After the 9/11 attacks, the view of Islamic charities polarized between those who considered them as the non-sword arm of terrorism and those who saw them as humanitarian organizations that politicize aid equally as their western counterparts. Although each of these views captures a certain reality of Islamic charity, they both downplay the great diversity and complexity that characterize them, failing therefore to adequately capture their politicization of humanitarian aid. In this paper, I make a typology of Islamic charity based on their level of religious commitment and the scope of their intervention, and then I examine the way in which each type politicizes humanitarian aid.
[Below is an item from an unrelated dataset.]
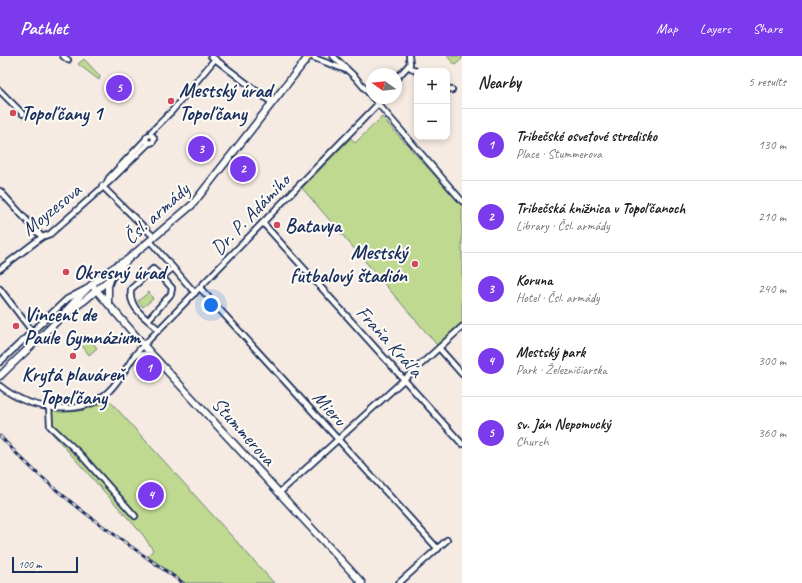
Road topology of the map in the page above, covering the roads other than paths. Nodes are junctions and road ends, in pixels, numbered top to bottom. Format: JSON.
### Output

I argue that Islamic humanitarian organizations can be categorized in four different types: transnational-fundamentalist, transnational-moderate, national-fundamentalist, and national-moderate. Each of these types of Islamic humanitarian organizations has different objectives and therefore politicizes aid in different manner. Whereas transnational fundamentalist IHOs follow an umma-centric politics, transnational-moderate IHOs leans more toward a global civil society approach. And while national-fundamentalist IHOs uses humanitarian aid as a mean of campaign for the adoption of the Islamic way of life, national-moderate IHOs follow a development-centric approach. I use four case studies to give an in-depth on how each of these three categories politicize aid.